### [Directions]
Lines below that include "Right" are the answer; copy each one.

Images with pose keypoints:
▼▼▼

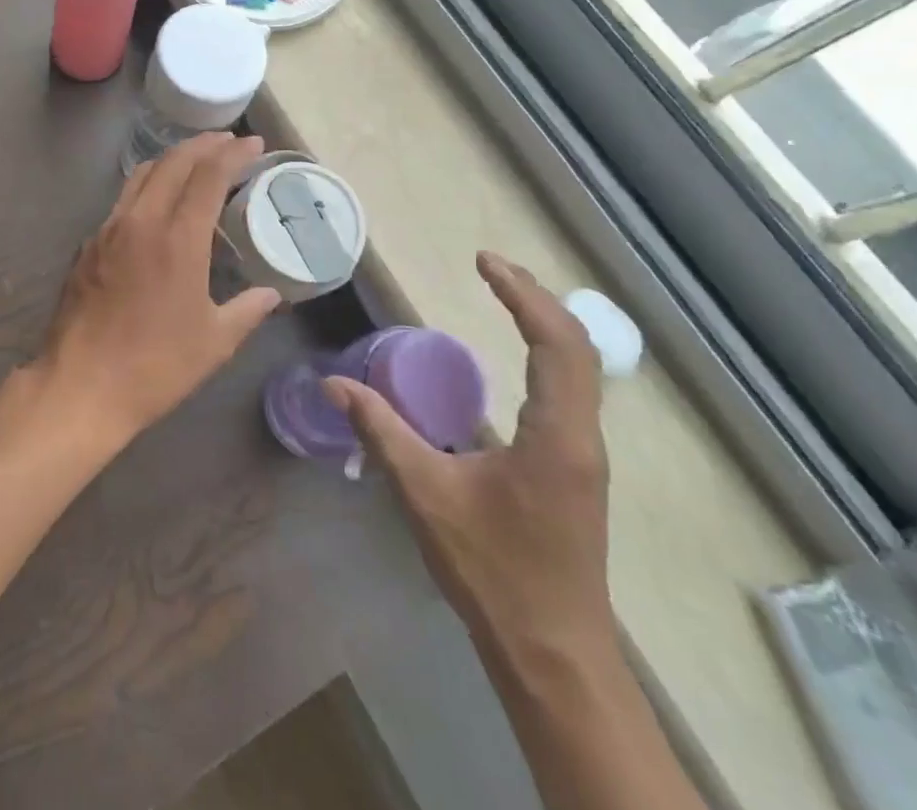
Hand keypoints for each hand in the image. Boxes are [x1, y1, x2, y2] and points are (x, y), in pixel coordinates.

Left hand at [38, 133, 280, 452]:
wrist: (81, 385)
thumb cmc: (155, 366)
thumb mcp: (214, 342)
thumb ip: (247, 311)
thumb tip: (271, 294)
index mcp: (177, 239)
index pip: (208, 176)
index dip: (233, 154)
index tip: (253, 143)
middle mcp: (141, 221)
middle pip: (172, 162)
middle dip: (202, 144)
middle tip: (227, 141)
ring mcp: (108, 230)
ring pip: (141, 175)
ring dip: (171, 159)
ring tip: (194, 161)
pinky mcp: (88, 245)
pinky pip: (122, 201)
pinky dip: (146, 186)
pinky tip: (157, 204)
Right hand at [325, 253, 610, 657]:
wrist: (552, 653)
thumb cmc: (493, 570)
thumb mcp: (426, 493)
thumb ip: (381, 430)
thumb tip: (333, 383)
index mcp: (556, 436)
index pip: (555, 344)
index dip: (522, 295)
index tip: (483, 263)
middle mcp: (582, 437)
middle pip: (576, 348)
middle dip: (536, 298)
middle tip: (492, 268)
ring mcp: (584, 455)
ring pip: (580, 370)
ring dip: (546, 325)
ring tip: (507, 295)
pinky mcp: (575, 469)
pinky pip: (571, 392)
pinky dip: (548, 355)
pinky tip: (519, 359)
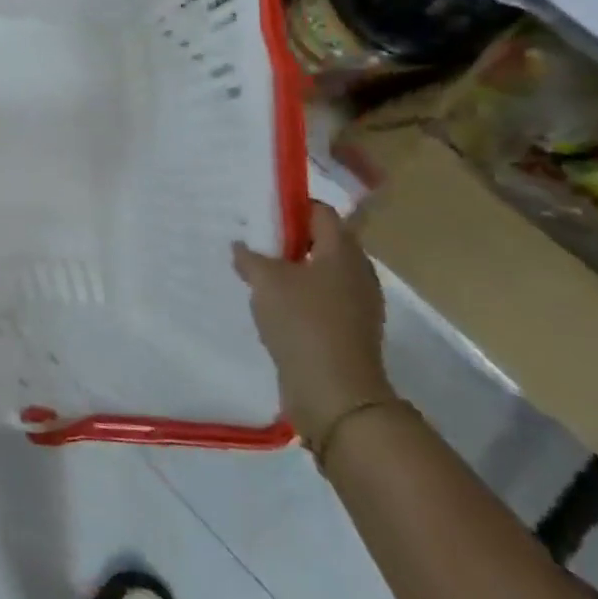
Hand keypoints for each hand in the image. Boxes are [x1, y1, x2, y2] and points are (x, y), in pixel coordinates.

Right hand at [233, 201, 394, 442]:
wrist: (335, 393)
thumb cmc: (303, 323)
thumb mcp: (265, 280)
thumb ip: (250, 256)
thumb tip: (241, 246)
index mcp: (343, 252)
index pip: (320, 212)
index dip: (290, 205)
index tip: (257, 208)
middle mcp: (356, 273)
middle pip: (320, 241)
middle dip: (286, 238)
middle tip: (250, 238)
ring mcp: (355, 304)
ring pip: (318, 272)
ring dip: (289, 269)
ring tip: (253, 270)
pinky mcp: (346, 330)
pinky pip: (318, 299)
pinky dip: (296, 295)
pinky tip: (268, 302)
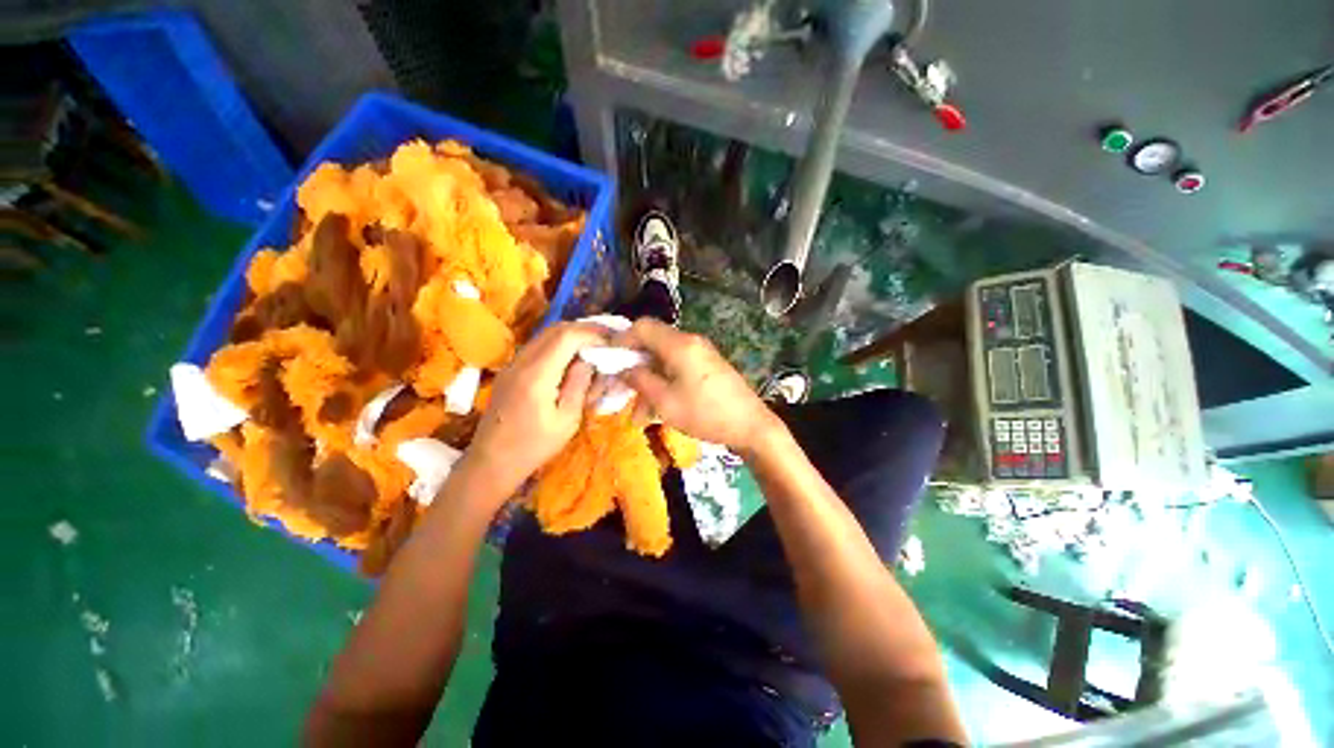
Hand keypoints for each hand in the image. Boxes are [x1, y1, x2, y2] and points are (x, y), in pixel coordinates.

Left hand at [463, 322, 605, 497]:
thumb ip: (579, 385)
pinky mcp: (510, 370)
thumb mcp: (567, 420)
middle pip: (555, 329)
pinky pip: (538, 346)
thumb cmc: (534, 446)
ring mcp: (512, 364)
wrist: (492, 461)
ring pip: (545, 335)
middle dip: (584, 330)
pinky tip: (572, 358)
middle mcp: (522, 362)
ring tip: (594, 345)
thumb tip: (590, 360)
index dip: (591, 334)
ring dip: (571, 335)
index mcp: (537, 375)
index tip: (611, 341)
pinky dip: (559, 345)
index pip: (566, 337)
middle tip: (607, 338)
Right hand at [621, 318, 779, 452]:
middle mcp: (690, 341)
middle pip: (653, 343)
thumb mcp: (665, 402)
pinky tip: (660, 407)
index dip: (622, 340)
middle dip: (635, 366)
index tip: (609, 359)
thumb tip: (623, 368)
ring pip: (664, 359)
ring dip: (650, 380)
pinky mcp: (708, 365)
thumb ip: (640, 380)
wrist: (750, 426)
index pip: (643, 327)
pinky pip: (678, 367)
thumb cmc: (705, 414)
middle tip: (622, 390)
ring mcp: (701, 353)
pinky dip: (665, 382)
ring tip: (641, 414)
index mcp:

▲▲▲

### [Answer below]
Right hand at [325, 253, 610, 657]:
Right hand at [233, 201, 394, 442]:
Right hand at [621, 318, 779, 452]:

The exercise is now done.